Ramblings of an aging IT geek
← Ramblings of an aging IT geek
linux

the service i could not convince systemd to stop restarting

A daemon kept respawning after every stop command, and the culprit was a Restart policy fighting against my idea of what stopping meant.

A terminal showing systemctl status output

I wanted to stop a service. Just for a few minutes, to do some maintenance underneath it. systemctl stop foo returned cleanly, I checked, and a second later it was running again with a fresh PID. Stop, running. Stop, running. It felt less like administering a server and more like an argument with something that wasn't listening.

What was actually happening

Two things were conspiring, and neither was a bug.

The first was the unit's own restart policy. It had Restart=always in the [Service] section, which does exactly what it says: if the main process goes away for any reason, bring it back.

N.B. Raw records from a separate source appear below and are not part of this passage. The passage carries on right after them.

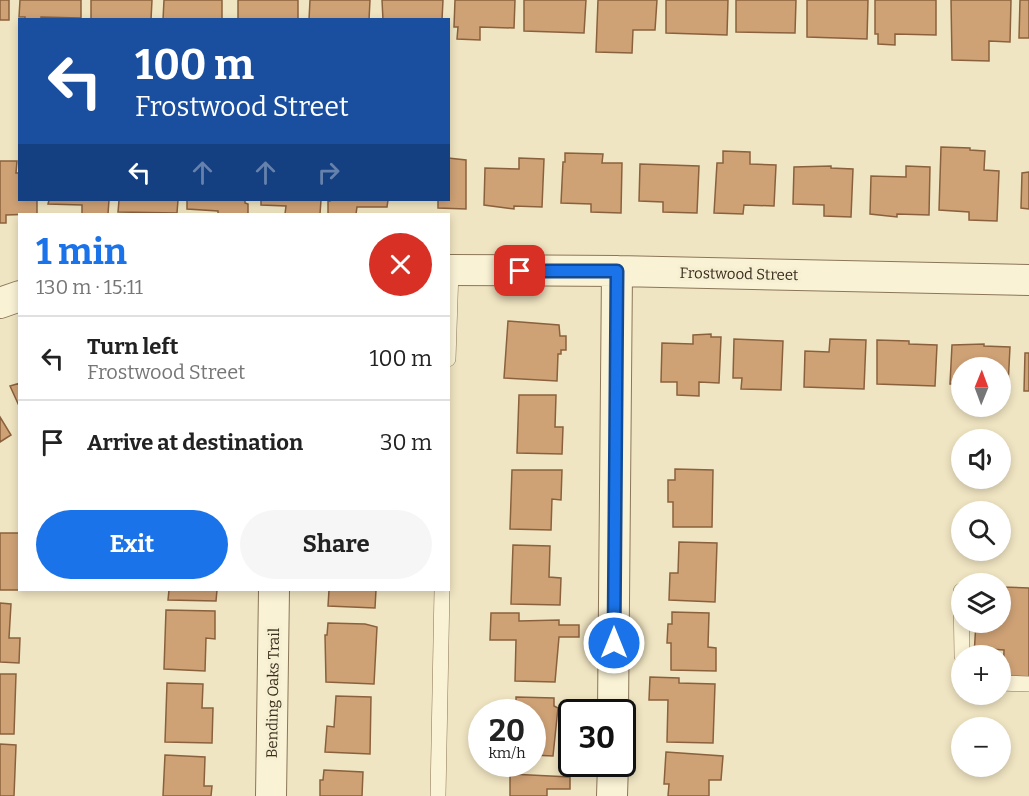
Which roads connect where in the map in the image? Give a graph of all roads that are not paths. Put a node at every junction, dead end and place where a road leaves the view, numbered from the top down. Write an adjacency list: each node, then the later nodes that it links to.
1 (450, 270): 2 (street, Frostwood Street)
2 (617, 271): 3 (street, Frostwood Street); 10 (street)
3 (1029, 280)
4 (18, 297): 5 (street)
5 (0, 303)
6 (274, 591): 12 (street, Bending Oaks Trail)
7 (442, 591): 13 (lane)
8 (1011, 683): 9 (lane)
9 (1029, 684)
10 (613, 699)
11 (613, 777): 14 (street)
12 (271, 796)
13 (438, 796)
14 (612, 796)

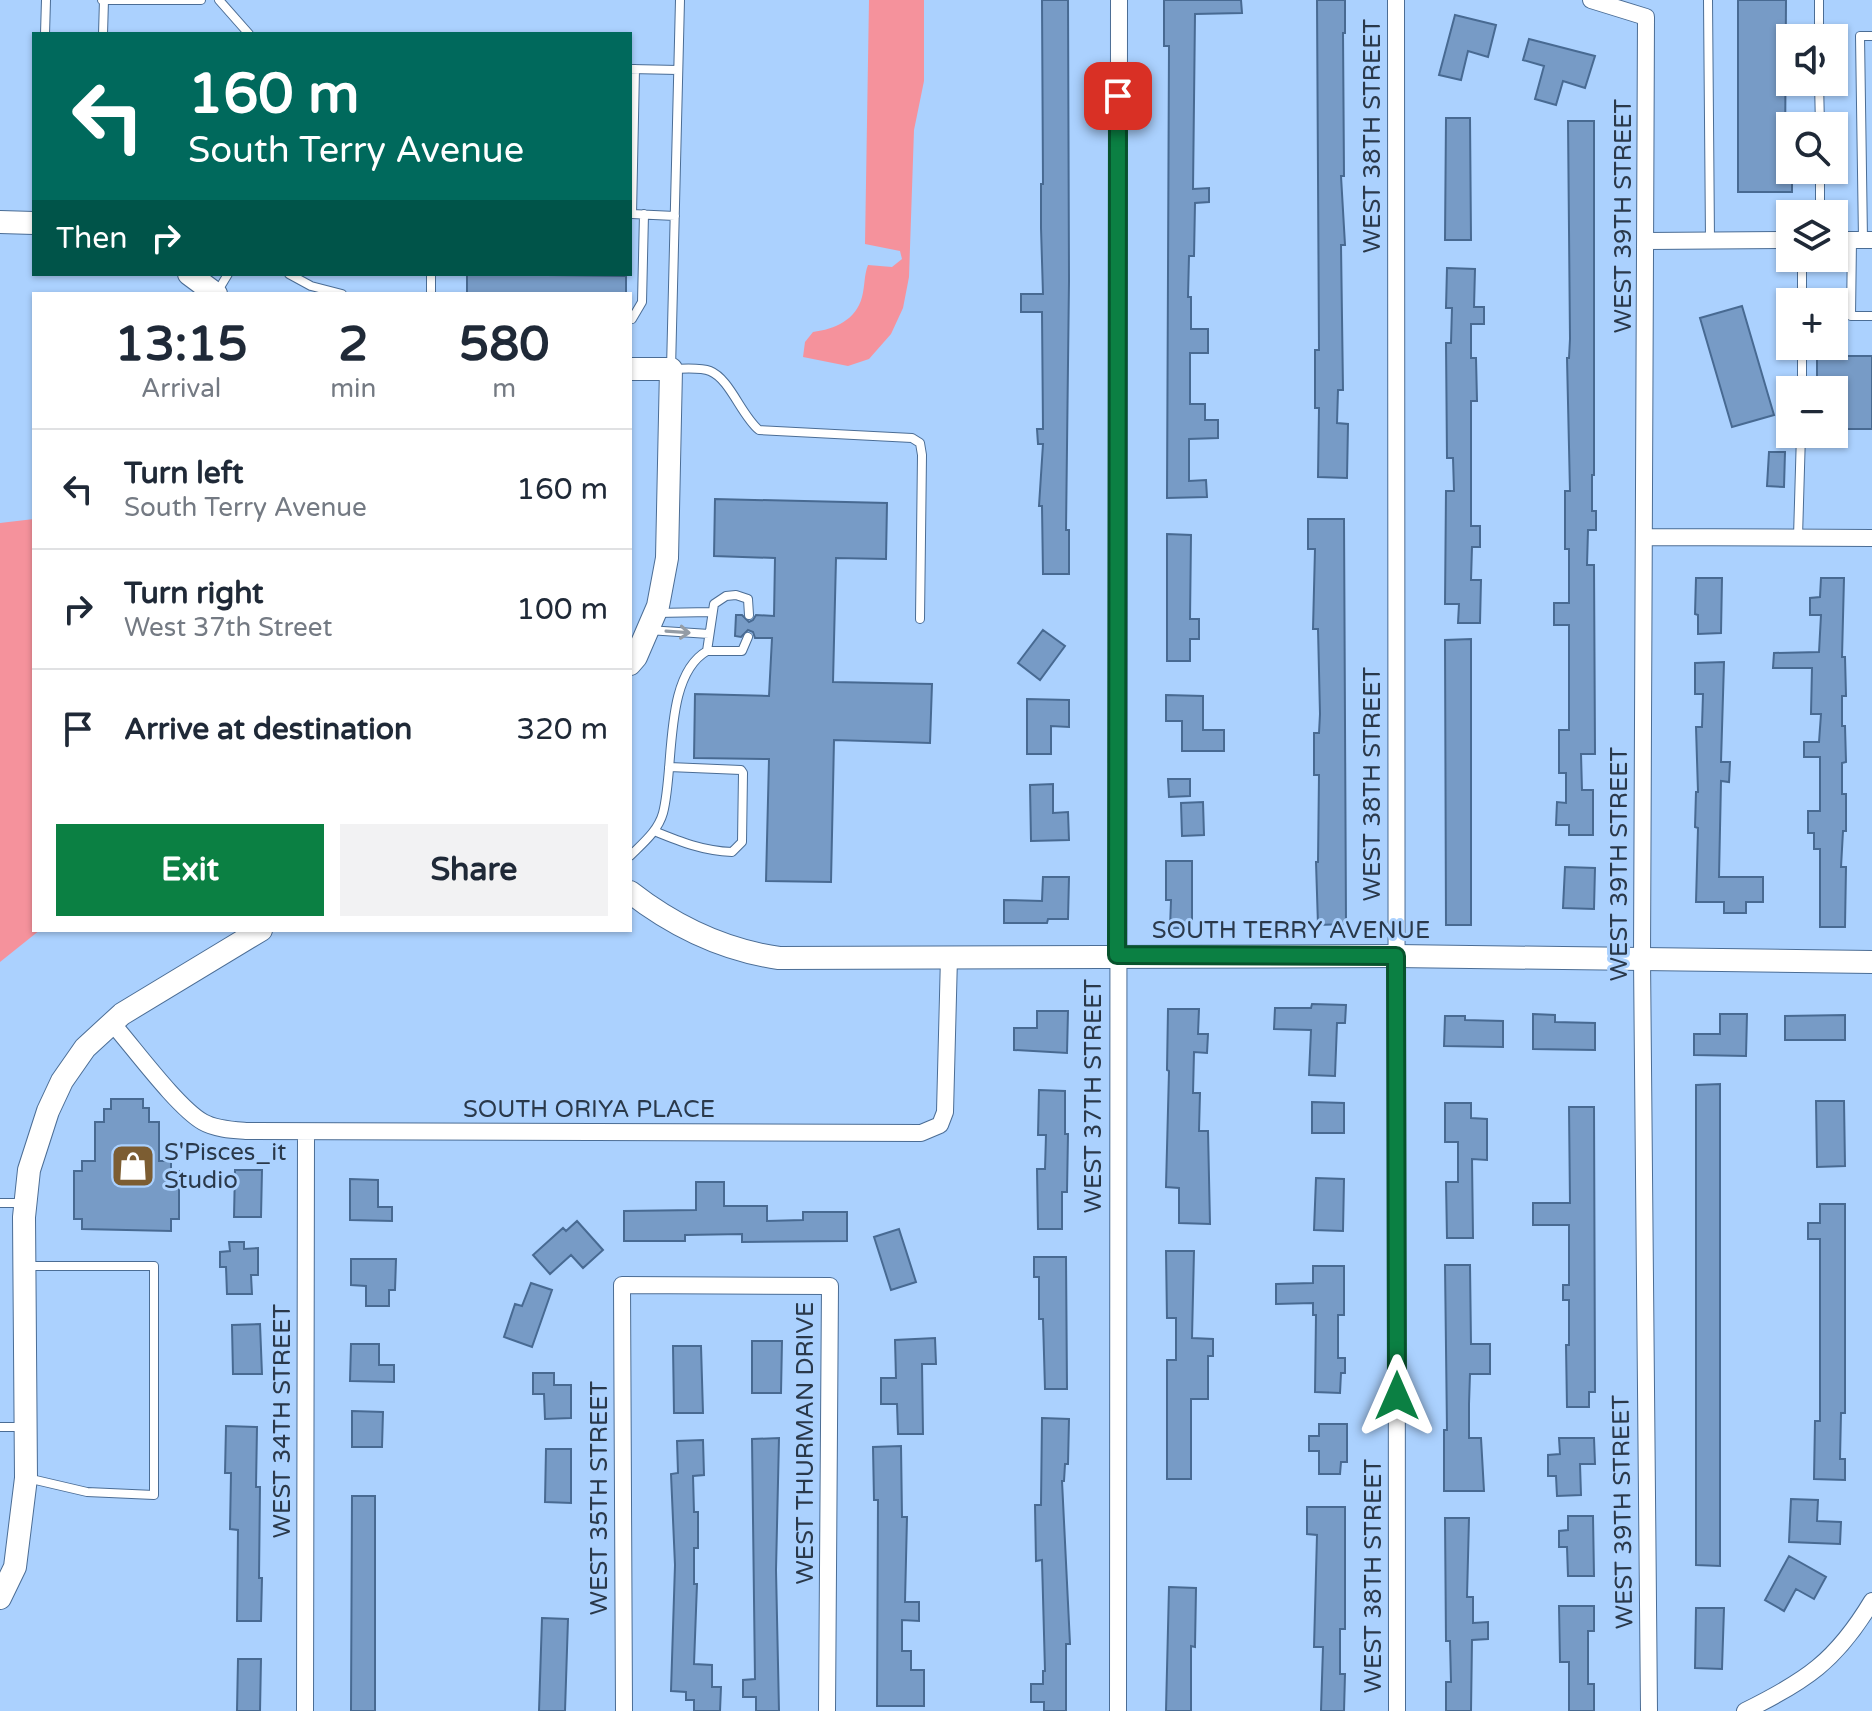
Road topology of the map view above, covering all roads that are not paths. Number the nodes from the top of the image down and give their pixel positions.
1 (46, 0) edge
2 (103, 0) edge
3 (201, 0) edge
4 (219, 0) edge
5 (680, 0) edge
6 (1119, 0) edge
7 (1396, 0) edge
8 (1591, 0) edge
9 (1708, 0) edge
10 (1819, 0) edge
11 (1819, 24) edge
12 (45, 32) edge
13 (103, 32) edge
14 (247, 32) edge
15 (1872, 36) edge
16 (632, 69) edge
17 (678, 70) junction
18 (1867, 178) edge
19 (644, 214) junction
20 (675, 216) junction
21 (0, 222) edge
22 (32, 223) edge
23 (1710, 240) junction
24 (1776, 240) edge
25 (1862, 240) edge
26 (1647, 241) junction
27 (192, 276) edge
28 (294, 276) edge
29 (213, 292) edge
30 (334, 292) edge
31 (1872, 316) edge
32 (632, 319) dead end
33 (632, 369) edge
34 (671, 369) junction
35 (1801, 448) edge
36 (1646, 537) junction
37 (1798, 538) junction
38 (1872, 538) edge
39 (711, 612) junction
40 (749, 615) dead end
41 (920, 619) dead end
42 (651, 621) junction
43 (709, 634) junction
44 (748, 637) dead end
45 (707, 651) junction
46 (632, 660) edge
47 (669, 767) junction
48 (654, 831) junction
49 (632, 854) edge
50 (632, 893) edge
51 (258, 932) edge
52 (1117, 955) junction
53 (1396, 956) junction
54 (949, 957) junction
55 (1642, 959) junction
56 (1872, 962) edge
57 (112, 1023) junction
58 (306, 1132) junction
59 (0, 1203) edge
60 (26, 1203) junction
61 (25, 1266) junction
62 (622, 1285) joint
63 (0, 1427) edge
64 (25, 1427) junction
65 (26, 1478) junction
66 (0, 1598) edge
67 (1872, 1601) edge
68 (305, 1711) edge
69 (624, 1711) edge
70 (827, 1711) edge
71 (1118, 1711) edge
72 (1397, 1711) edge
73 (1649, 1711) edge
74 (1745, 1711) edge

1 - 12 lane
2 - 3 lane
2 - 13 lane
4 - 14 lane
5 - 17 lane
6 - 52 street, WEST 37TH STREET
7 - 53 street, WEST 38TH STREET
8 - 26 street, WEST 39TH STREET
9 - 23 lane
10 - 11 lane
15 - 18 lane
16 - 17 lane
16 - 19 lane
17 - 20 lane
18 - 25 lane
19 - 20 lane
19 - 32 lane
20 - 34 lane
21 - 22 street
23 - 24 street
23 - 26 street
25 - 31 lane
26 - 36 street, WEST 39TH STREET
27 - 29 street
28 - 30 lane
33 - 34 street
34 - 41 lane
34 - 42 street
35 - 37 lane
36 - 37 street
36 - 55 street, WEST 39TH STREET
37 - 38 street
39 - 40 lane
39 - 42 lane
39 - 43 lane
42 -> 43 lane
42 - 46 street
43 - 45 lane
44 - 45 lane
45 - 47 lane
47 - 48 lane
47 - 48 lane
48 - 49 lane
50 - 54 street, SOUTH TERRY AVENUE
51 - 57 street
52 - 53 street, SOUTH TERRY AVENUE
52 - 54 street, SOUTH TERRY AVENUE
52 - 71 street, WEST 37TH STREET
53 - 55 street, SOUTH TERRY AVENUE
53 - 72 street, WEST 38TH STREET
54 - 58 street, SOUTH ORIYA PLACE
55 - 56 street, SOUTH TERRY AVENUE
55 - 73 street, WEST 39TH STREET
57 - 58 street, SOUTH ORIYA PLACE
57 - 60 street
58 - 68 street, WEST 34TH STREET
59 - 60 lane
60 - 61 street
61 - 64 street
61 - 65 lane
62 - 69 street, WEST 35TH STREET
62 - 70 street, WEST THURMAN DRIVE
63 - 64 lane
64 - 65 street
65 - 66 street
67 - 74 street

The thing is, a clean systemctl stop should suppress that, and it does, so this wasn't the whole story.

[Service]
Restart=always
RestartSec=2
ExecStart=/usr/local/bin/foo

The second thing was the real culprit. There was a .path unit watching a directory, and a .timer, both of which had foo.service as their target. Stopping the service didn't stop the things that started it. The moment a file landed in the watched directory, the path unit dutifully fired the service straight back up, exactly as designed. I was stopping the dog and forgetting about the lead it was tied to.

A server rack with a single amber light

The fix

systemctl list-dependencies --reverse foo.service is the command I should have run first. It shows you everything that points at a unit, and there sat the path and timer units I'd forgotten existed. To take the service down properly for maintenance I masked it:

systemctl mask foo.service

Masking links the unit to /dev/null, so nothing can start it: not me, not the path unit, not the timer, not a dependency. It refuses to start until you unmask it. That is the right tool for "I genuinely want this off and I mean it", as opposed to stop, which only means "off until something asks for it again".

The lesson is that in systemd a service is rarely an island. Before you conclude that a unit is haunted, ask what else has an opinion about whether it should be running, because something usually does, and it's usually more stubborn than you are.